The 1957 pandemic, during an era with much less globalization, spread to the US within 4-5 months of its detection in China, and the 1968 pandemic spread to the US from Hong Kong within 2-3 months. Now we live in the era of “overnight” delivery – and that speed of travel might well come to do us harm.

I am sure you understand that we were able to stop the SARS outbreak by rigidly enforcing “barrier nursing techniques”. However, many of the public health interventions that successfully contained SARS will not be effective against a disease that is far more contagious, has a very short incubation period, and can be transmitted prior to the onset of symptoms.

We have a roughly 20-24% divergence of this novel 2009 H1 from the seasonal influenza H1 virus. This antigenic shift will play itself out with the novel virus replacing the seasonal influenza as the dominate strain. As that happens you should look for new risk groups to emerge and for the tracking of classical period doubling episodes in the infection rates.

In phase transitions there are three universal routes:

• Period doubling
• Intermittency
• Quasiperiodicity

But as an epidemic moves from its initial introduction into a population to mass infection - it is period doubling that best defines that route. At some point along that transition the health authorities will cease to count cases and use macro metrics to measure the disease penetration.

We are very near that phase.

Q: Do you believe that this virus (H1N1) will lead to the type of deaths and disruption that the 1918 flu caused?

MA: In the field of medicine anything is possible, but on balance I would have to say no. In fact, there is some evidence that this influenza A (H1N1) might even be less lethal than our seasonal flu.

That does not mean that there will not be problems.

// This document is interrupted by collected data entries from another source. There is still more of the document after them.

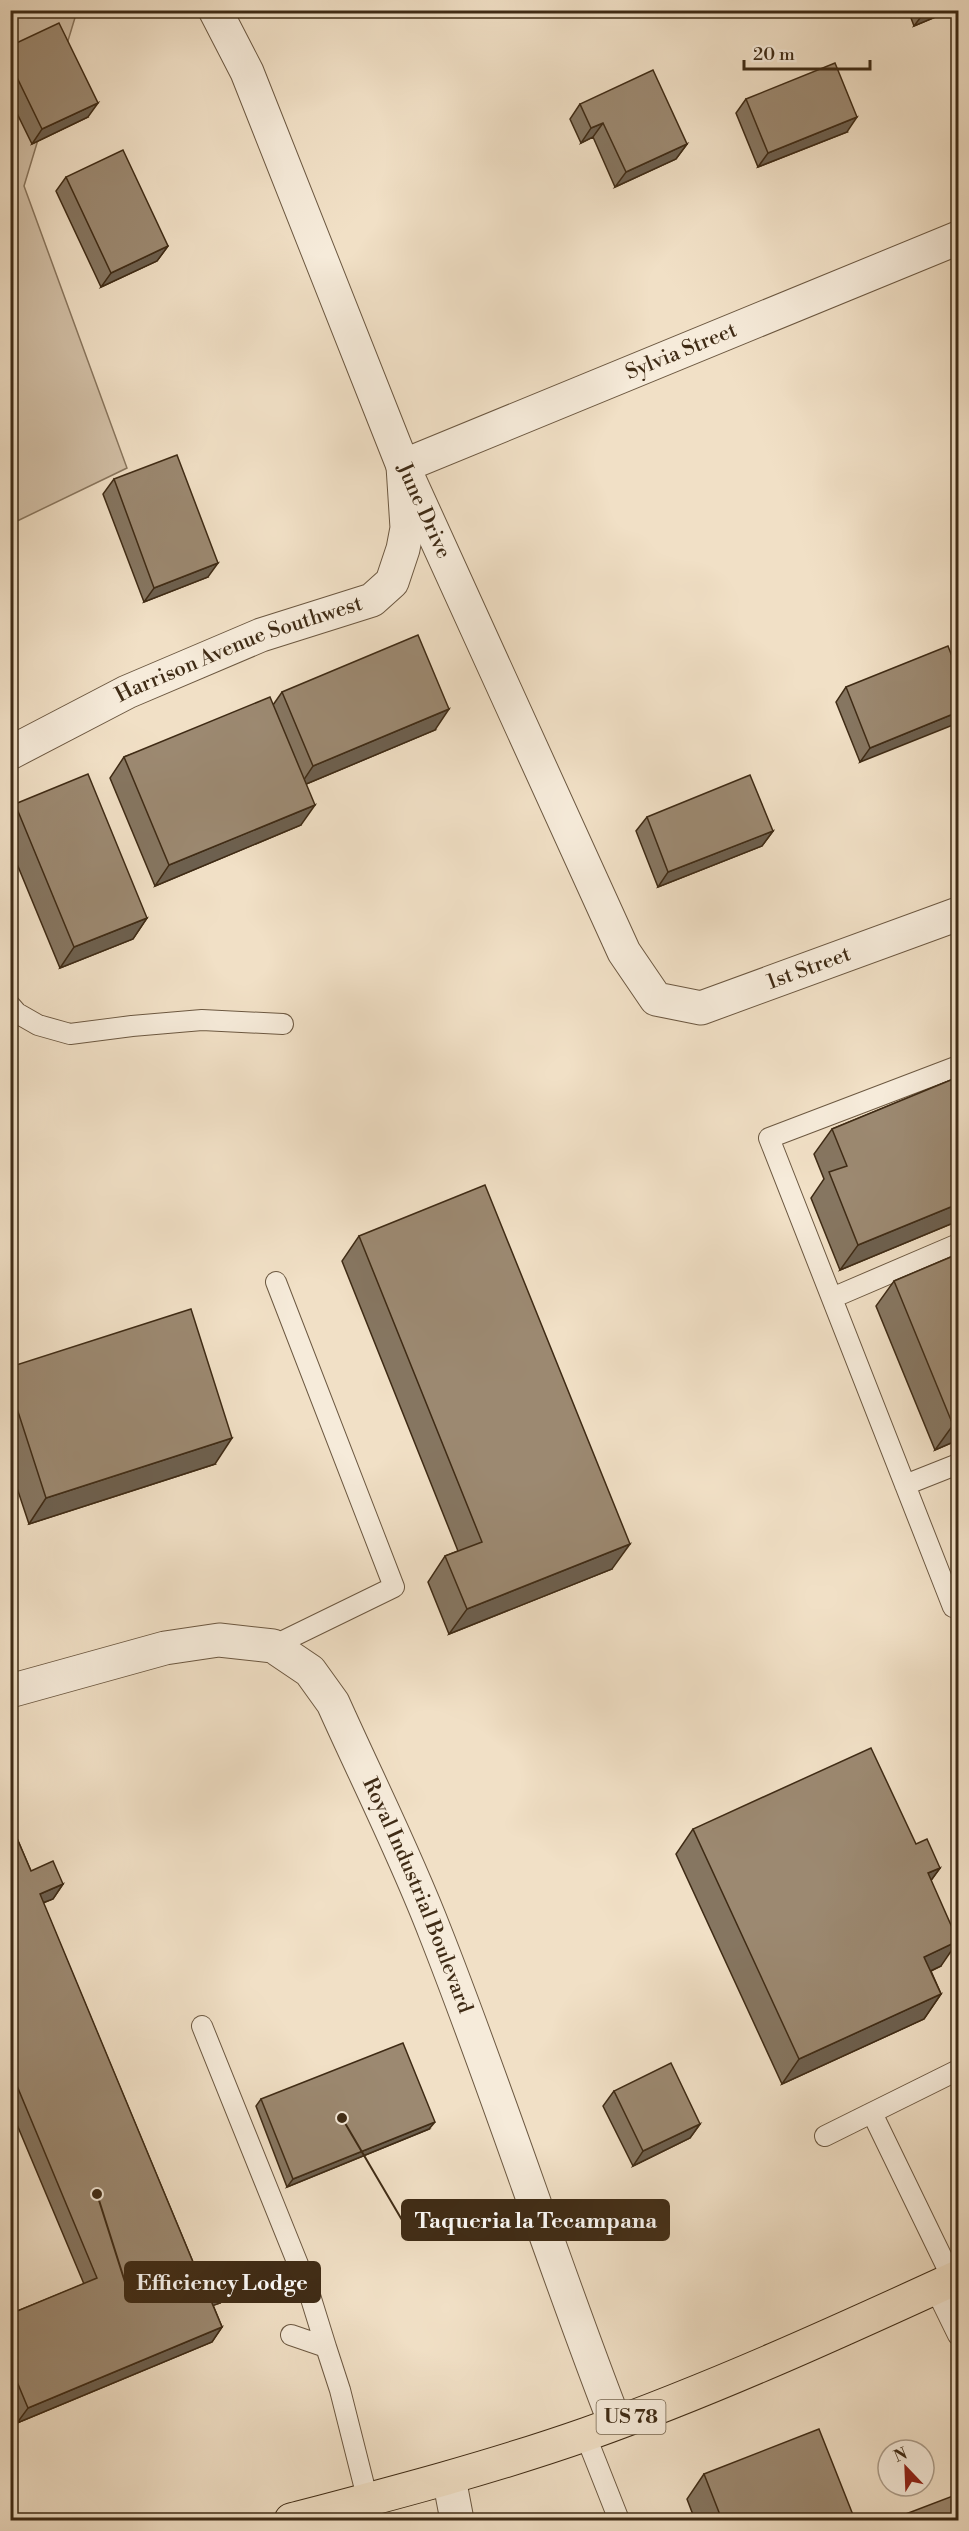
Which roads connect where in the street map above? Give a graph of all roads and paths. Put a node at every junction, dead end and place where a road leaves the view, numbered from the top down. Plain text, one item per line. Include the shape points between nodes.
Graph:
1 (215, 10) edge
2 (958, 238) edge
3 (403, 466) junction
4 (10, 753) edge
5 (958, 914) edge
6 (656, 999) joint
7 (10, 1005) edge
8 (283, 1024) dead end
9 (958, 1066) edge
10 (958, 1244) edge
11 (276, 1282) dead end
12 (832, 1298) junction
13 (958, 1464) edge
14 (905, 1485) junction
15 (958, 1605) edge
16 (273, 1646) junction
17 (10, 1691) edge
18 (202, 2026) dead end
19 (958, 2070) edge
20 (872, 2112) junction
21 (825, 2136) dead end
22 (949, 2282) edge
23 (291, 2335) dead end
24 (958, 2335) edge
25 (326, 2347) junction
26 (600, 2429) junction
27 (450, 2478) junction
28 (368, 2501) junction
29 (312, 2518) edge
30 (457, 2520) edge
31 (619, 2520) edge

1 - 3 street, June Drive via 247,72
2 - 3 street, Sylvia Street
3 - 4 street, Harrison Avenue Southwest via 407,528 403,549 392,582 372,600 261,635 127,692
3 - 6 street, June Drive via 624,952
5 - 6 street, 1st Street via 700,1008
7 - 8 lane via 38,1025 70,1034 202,1020
9 - 12 lane via 769,1138
10 - 12 lane
11 - 16 lane via 394,1587
12 - 14 lane
13 - 14 lane
14 - 15 lane via 953,1607
16 - 17 street, Royal Industrial Boulevard via 219,1640 165,1648
16 - 26 street, Royal Industrial Boulevard via 310,1671 333,1703 435,1930 582,2337
18 - 25 lane via 308,2289
19 - 20 lane
20 - 21 lane
20 - 22 lane
22 - 24 lane
22 - 26 main road, US 78 via 723,2381
23 - 25 lane
25 - 28 lane
26 - 27 main road, US 78
26 - 31 lane
27 - 28 main road, US 78
27 - 30 street
28 - 29 main road, US 78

When you have a virus that targets the young, pregnant and those with asthma, respiratory illness and compromised immune systems- then there will be suffering.

But we have fought this battle many times.

However, because of the level of transmission in this pandemic we must be prepared for a huge spike in the fall.

We can’t completely prevent its spread, but we can minimize it through simple measures: frequent handwashing, covering our mouths with the crook of our elbows when we cough, and staying home from work or school when we’re sick.

For people who are exposed and at high risk from influenza, medications such as oseltamavir (TamiFlu) are still effective against H1N1, although there is always a risk that widespread resistance to these drugs could develop.

A vaccine for H1N1 influenza is under development, and people at high risk of illness from infection (such as the elderly) or at high risk to transmit the infection (such as schoolchildren) should be strongly recommended to receive it.